***** DATA TO PROCESS *****

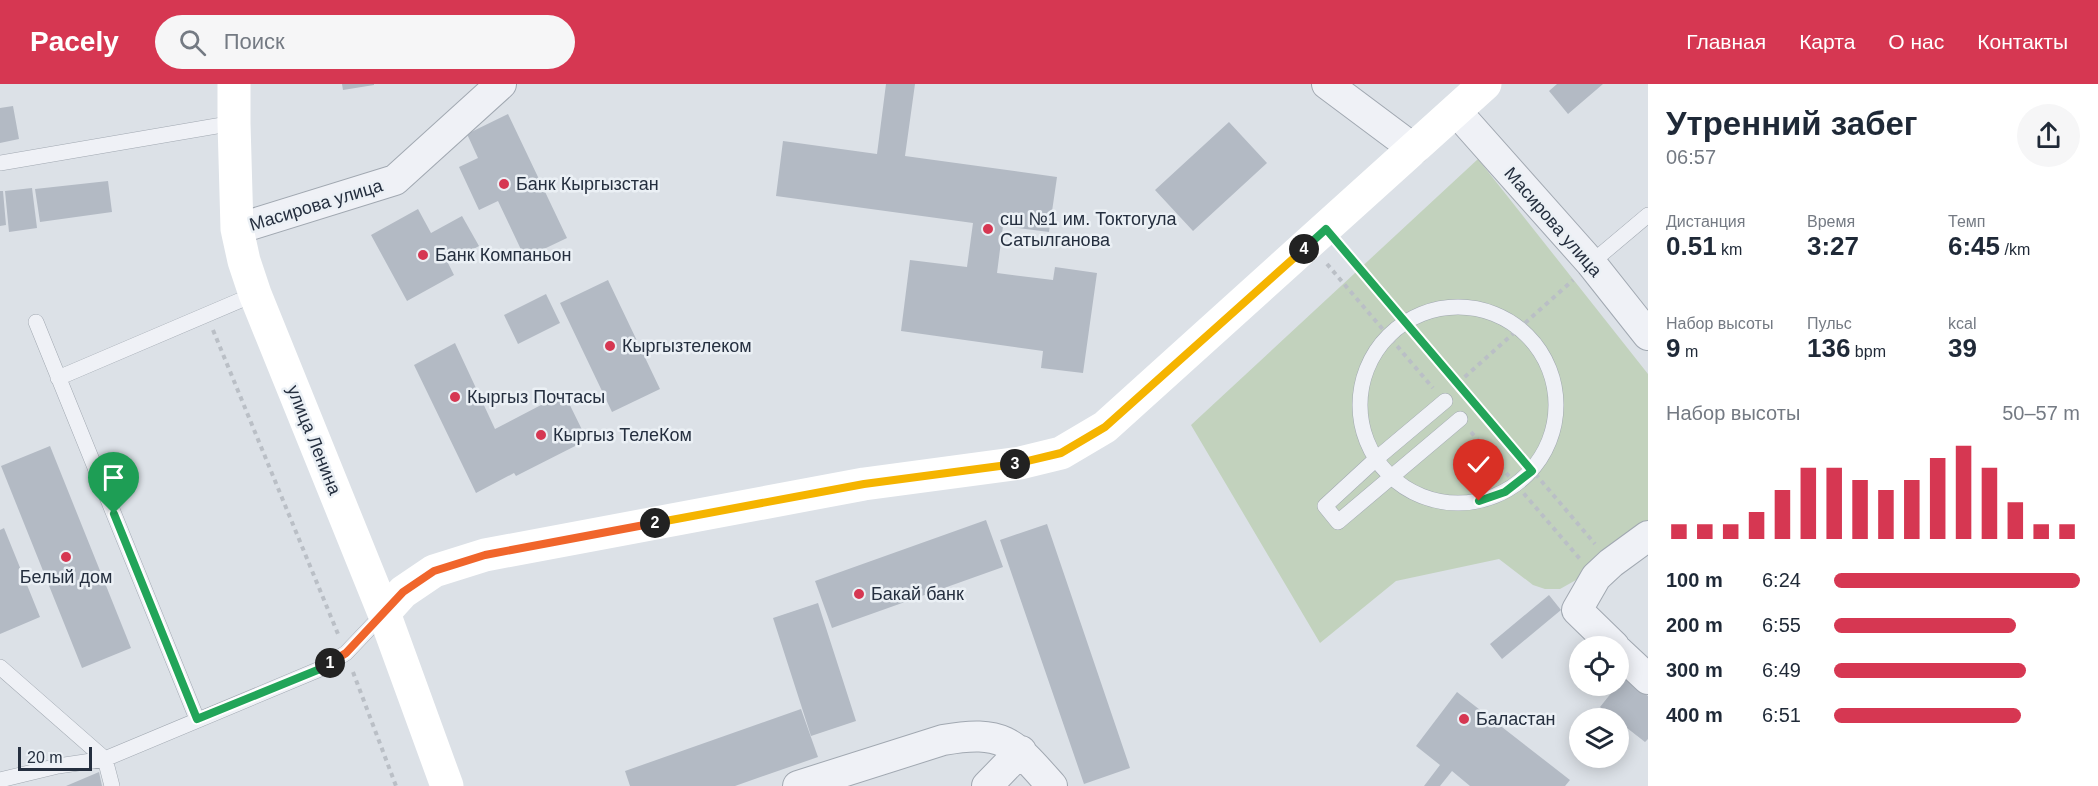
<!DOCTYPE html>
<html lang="ru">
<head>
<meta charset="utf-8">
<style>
  :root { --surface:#fff; --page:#f6f6f7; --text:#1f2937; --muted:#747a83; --accent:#d63752 }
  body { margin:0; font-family:Arial,sans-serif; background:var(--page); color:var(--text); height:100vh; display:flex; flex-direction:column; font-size:22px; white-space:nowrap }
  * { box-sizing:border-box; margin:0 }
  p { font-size:20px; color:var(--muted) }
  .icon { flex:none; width:33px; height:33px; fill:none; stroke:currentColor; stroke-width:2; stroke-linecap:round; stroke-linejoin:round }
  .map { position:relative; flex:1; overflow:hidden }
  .side { display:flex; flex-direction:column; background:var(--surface); width:450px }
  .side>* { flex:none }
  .fabs { position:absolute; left:1569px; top:552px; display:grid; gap:12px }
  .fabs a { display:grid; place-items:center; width:60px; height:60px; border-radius:50%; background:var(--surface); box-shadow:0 3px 15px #0003; font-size:30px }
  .scale { position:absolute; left:18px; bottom:15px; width:74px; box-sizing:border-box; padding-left:6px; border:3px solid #252f3f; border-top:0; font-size:16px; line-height:21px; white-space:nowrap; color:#252f3f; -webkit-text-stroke:4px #ebf0f5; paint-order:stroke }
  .pin { position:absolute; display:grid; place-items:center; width:51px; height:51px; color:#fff; margin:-62px -26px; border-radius:50% 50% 50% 0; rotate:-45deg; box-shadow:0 0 6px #0007 }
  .pin .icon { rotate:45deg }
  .km { position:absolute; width:30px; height:30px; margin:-15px; border-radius:50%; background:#222; color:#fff; font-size:16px; line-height:30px; text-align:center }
  .round { display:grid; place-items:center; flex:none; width:63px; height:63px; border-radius:32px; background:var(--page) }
  .overview { display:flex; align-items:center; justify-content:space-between; height:102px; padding:0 18px }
  h1 { font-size:33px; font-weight:600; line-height:45px }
  .figures { display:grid; grid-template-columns:repeat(3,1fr); gap:9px; height:102px; padding:6px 18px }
  .figures div { display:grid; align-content:center }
  .figures b { font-size:26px; font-weight:600 }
  .figures small { font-size:16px; font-weight:400 }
  .figures p { font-size:16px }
  .chart { height:168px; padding:12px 18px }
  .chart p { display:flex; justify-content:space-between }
  .chart svg { width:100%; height:108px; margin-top:6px; stroke:var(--accent); stroke-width:6 }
  ul { padding:0 18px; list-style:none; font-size:20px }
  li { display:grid; grid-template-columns:96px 72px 1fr; align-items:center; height:45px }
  li i { height:15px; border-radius:8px; background:var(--accent) }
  header { display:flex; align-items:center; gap:36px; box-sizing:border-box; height:84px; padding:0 30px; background:var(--accent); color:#fff }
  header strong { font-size:28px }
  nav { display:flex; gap:33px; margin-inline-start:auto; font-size:21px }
  .search { width:420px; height:54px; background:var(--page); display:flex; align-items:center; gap:15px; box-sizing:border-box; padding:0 21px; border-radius:33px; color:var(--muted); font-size:22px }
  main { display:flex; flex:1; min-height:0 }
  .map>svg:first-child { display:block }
</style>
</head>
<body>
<header>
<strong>Pacely</strong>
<div class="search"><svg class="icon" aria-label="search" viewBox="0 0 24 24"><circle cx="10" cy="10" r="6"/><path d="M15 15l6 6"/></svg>Поиск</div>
<nav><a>Главная</a><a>Карта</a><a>О нас</a><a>Контакты</a></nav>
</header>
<main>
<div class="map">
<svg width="1648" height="702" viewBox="0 0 1648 702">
  <rect width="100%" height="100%" fill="#dce1e7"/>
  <path fill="#c2d2bd" d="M 1478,75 L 1648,290 L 1648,440 L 1576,496 L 1560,505 L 1545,505 L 1533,501 L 1499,475 L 1396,497 L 1320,559 L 1191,341 Z"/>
  <path fill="#b3bac4" d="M 342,0 L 374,0 L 374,1 L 343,6 Z
    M 886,0 L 915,0 L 905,72 L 1057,93 L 1049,148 L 1003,142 L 997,189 L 1053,196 L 1055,183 L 1097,189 L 1083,289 L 1041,284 L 1043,267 L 901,247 L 910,176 L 967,183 L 973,139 L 776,112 L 783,57 L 877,70 Z
    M 1557,0 L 1603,0 L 1568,30 L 1549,7 Z
    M 13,22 L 19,55 L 0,59 L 0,24 Z
    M 508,30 L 567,154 L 525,174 L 498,117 L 479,126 L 459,83 L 478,74 L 467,50 Z
    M 1229,38 L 1267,79 L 1193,147 L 1155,106 Z
    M 108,97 L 112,128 L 40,138 L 35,105 Z
    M 32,104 L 37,144 L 9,148 L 5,107 Z
    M 0,107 L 3,107 L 6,141 L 0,142 Z
    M 418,125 L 431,149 L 462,132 L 479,162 L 448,179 L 454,191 L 407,217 L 371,151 Z
    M 608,196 L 660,305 L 612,328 L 560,219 Z
    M 546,210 L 560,239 L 518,260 L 504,231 Z
    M 455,259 L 495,345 L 564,309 L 587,356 L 516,392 L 514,389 L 476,409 L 414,281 Z
    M 50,362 L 131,564 L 82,584 L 1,382 Z
    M 986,436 L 1003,483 L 832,544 L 815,497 Z
    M 1047,440 L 1130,684 L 1084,700 L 1000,456 Z
    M 4,444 L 40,533 L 0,550 L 0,446 Z
    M 1549,511 L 1561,526 L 1502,575 L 1490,560 Z
    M 818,519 L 856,637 L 811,652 L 773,534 Z
    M 1624,593 L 1648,612 L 1648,655 L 1645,658 L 1618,637 L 1618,634 L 1615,634 L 1600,623 Z
    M 1457,608 L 1570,696 L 1565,702 L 1470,702 L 1452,687 L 1440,702 L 1424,702 L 1440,681 L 1416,662 Z
    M 801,625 L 818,673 L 735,702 L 630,702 L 625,687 Z
    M 99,688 L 102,702 L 66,702 Z"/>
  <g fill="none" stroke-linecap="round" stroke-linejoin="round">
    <defs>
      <path id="lane" d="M 0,79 L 234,39
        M 1591,179 L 1648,131
        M1360 321a98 98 0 1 1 196 0a98 98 0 1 1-196 0Z
        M 36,238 L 197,635
        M 58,294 L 255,210
        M 1445,317 L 1376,375 L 1325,422 L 1338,438 L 1460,335
        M 0,583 L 105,675 L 112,702
        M 0,696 L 58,682 L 105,675 L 320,585 L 346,569 L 384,529"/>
      <path id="street" d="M 1327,0 L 1414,65
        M 1456,27 L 1591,179 L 1648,251
        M 237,145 L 395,96 L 501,0
        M 1614,562 L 1577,526 L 1596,493 L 1611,479 L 1648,452
        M 1618,567 L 1648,595
        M 798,702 L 943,656 C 1004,645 1014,659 1052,702
        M 987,702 L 1021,667"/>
    </defs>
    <use href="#lane" stroke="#a1a8b1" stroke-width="16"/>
    <use href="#street" stroke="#a1a8b1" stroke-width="32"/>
    <path stroke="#babfc6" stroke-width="4" stroke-dasharray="4.5 4.5" stroke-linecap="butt" d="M 1343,164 L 1595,460
      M 1327,180 L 1433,304
      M 213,246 L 338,550
      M 1458,299 L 1573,196
      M 1471,348 L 1580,475
      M 353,588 L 396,702"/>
    <use href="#lane" stroke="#eff1f6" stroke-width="15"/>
    <use href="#street" stroke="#eff1f6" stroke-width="30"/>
    <path stroke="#fff" stroke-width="33" d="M 234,0 L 234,39 L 237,145 L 244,177 L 255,210 L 384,529 L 447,702
      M 384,529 L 403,508 L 434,487 L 485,471 L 864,400 L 1020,379 L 1061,369 L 1105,343 L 1485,0"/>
  </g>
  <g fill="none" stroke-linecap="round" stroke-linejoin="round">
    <defs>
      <path id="split-1" d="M 114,430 L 197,635 L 320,585 L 330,579"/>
      <path id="split-2" d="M 330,579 L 346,569 L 403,508 L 434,487 L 485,471 L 655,439"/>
      <path id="split-3" d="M 655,439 L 864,400 L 1015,380"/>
      <path id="split-4" d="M 1015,380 L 1061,369 L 1105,343 L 1304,165"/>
      <path id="split-5" d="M 1304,165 L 1326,145 L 1532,387 L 1505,408 L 1479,417"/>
    </defs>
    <use href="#split-1" stroke="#fff" stroke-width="12"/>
    <use href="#split-2" stroke="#fff" stroke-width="12"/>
    <use href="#split-3" stroke="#fff" stroke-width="12"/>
    <use href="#split-4" stroke="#fff" stroke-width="12"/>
    <use href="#split-5" stroke="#fff" stroke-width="12"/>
    <use href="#split-1" stroke="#22a559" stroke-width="8"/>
    <use href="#split-2" stroke="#f0652b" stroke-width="8"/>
    <use href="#split-3" stroke="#f5b400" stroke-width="8"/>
    <use href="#split-4" stroke="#f5b400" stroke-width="8"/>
    <use href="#split-5" stroke="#22a559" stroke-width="8"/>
  </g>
  <g fill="#d63752" stroke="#ebf0f5" stroke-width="2">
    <circle cx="504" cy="100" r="6"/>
    <circle cx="988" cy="145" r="6"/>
    <circle cx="423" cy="171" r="6"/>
    <circle cx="610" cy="262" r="6"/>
    <circle cx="455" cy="313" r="6"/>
    <circle cx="541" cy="351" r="6"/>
    <circle cx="66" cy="473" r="6"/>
    <circle cx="859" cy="510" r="6"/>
    <circle cx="1464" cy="635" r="6"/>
  </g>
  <g text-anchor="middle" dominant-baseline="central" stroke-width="5" stroke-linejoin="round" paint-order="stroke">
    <g font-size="18" fill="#252f3f" stroke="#ebf0f5" text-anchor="start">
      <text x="516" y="100">Банк Кыргызстан</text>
      <text x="1000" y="135">сш №1 им. Токтогула<tspan x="1000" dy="21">Сатылганова</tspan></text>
      <text x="435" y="171">Банк Компаньон</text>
      <text x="622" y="262">Кыргызтелеком</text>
      <text x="467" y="313">Кыргыз Почтасы</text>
      <text x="553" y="351">Кыргыз ТелеКом</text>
      <text x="66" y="493" text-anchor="middle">Белый дом</text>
      <text x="871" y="510">Бакай банк</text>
      <text x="1476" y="635">Баластан</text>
    </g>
    <g font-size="18" fill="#252f3f" stroke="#ebf0f5">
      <text transform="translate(316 121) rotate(-17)">Масирова улица</text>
      <text transform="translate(1553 138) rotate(49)">Масирова улица</text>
      <text transform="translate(314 356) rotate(68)">улица Ленина</text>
    </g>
  </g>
</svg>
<div class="fabs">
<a><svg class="icon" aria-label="locate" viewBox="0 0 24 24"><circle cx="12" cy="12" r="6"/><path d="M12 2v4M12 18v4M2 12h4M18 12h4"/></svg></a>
<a><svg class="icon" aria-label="layers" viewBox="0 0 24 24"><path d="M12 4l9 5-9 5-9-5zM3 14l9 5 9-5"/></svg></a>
</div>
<div class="scale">20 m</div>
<div class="pin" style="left:114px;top:430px;background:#1e9e55"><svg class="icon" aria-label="arrive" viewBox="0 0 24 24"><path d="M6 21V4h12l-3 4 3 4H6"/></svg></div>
<div class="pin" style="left:1479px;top:417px;background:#d93025"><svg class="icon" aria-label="check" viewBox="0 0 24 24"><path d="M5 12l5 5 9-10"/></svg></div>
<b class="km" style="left:330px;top:579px">1</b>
<b class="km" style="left:655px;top:439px">2</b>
<b class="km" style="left:1015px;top:380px">3</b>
<b class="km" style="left:1304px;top:165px">4</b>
</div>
<section class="side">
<div class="overview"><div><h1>Утренний забег</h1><p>06:57</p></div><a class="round"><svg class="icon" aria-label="share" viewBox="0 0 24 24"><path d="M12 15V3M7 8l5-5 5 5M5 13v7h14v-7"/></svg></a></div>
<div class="figures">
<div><p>Дистанция</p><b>0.51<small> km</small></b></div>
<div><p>Время</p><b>3:27</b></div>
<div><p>Темп</p><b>6:45<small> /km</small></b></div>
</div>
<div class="figures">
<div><p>Набор высоты</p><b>9<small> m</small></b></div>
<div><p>Пульс</p><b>136<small> bpm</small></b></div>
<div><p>kcal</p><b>39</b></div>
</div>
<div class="chart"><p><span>Набор высоты</span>50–57 m</p>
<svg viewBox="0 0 160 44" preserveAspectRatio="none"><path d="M5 44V38M15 44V38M25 44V38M35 44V33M45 44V24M55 44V15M65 44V15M75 44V20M85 44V24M95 44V20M105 44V11M115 44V6M125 44V15M135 44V29M145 44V38M155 44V38"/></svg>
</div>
<ul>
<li><b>100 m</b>6:24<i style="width:100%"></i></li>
<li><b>200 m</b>6:55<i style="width:74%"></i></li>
<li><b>300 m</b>6:49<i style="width:78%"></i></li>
<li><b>400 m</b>6:51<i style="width:76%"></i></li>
</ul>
</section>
</main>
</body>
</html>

*****

» ABOUT THIS EXERCISE: Give back exactly the lines that run from the line with "<div><p>Темп</" through the close of the material, counting both ends, and nothing more.

» RESULT OF THE EXERCISE:
<div><p>Темп</p><b>6:45<small> /km</small></b></div>
</div>
<div class="figures">
<div><p>Набор высоты</p><b>9<small> m</small></b></div>
<div><p>Пульс</p><b>136<small> bpm</small></b></div>
<div><p>kcal</p><b>39</b></div>
</div>
<div class="chart"><p><span>Набор высоты</span>50–57 m</p>
<svg viewBox="0 0 160 44" preserveAspectRatio="none"><path d="M5 44V38M15 44V38M25 44V38M35 44V33M45 44V24M55 44V15M65 44V15M75 44V20M85 44V24M95 44V20M105 44V11M115 44V6M125 44V15M135 44V29M145 44V38M155 44V38"/></svg>
</div>
<ul>
<li><b>100 m</b>6:24<i style="width:100%"></i></li>
<li><b>200 m</b>6:55<i style="width:74%"></i></li>
<li><b>300 m</b>6:49<i style="width:78%"></i></li>
<li><b>400 m</b>6:51<i style="width:76%"></i></li>
</ul>
</section>
</main>
</body>
</html>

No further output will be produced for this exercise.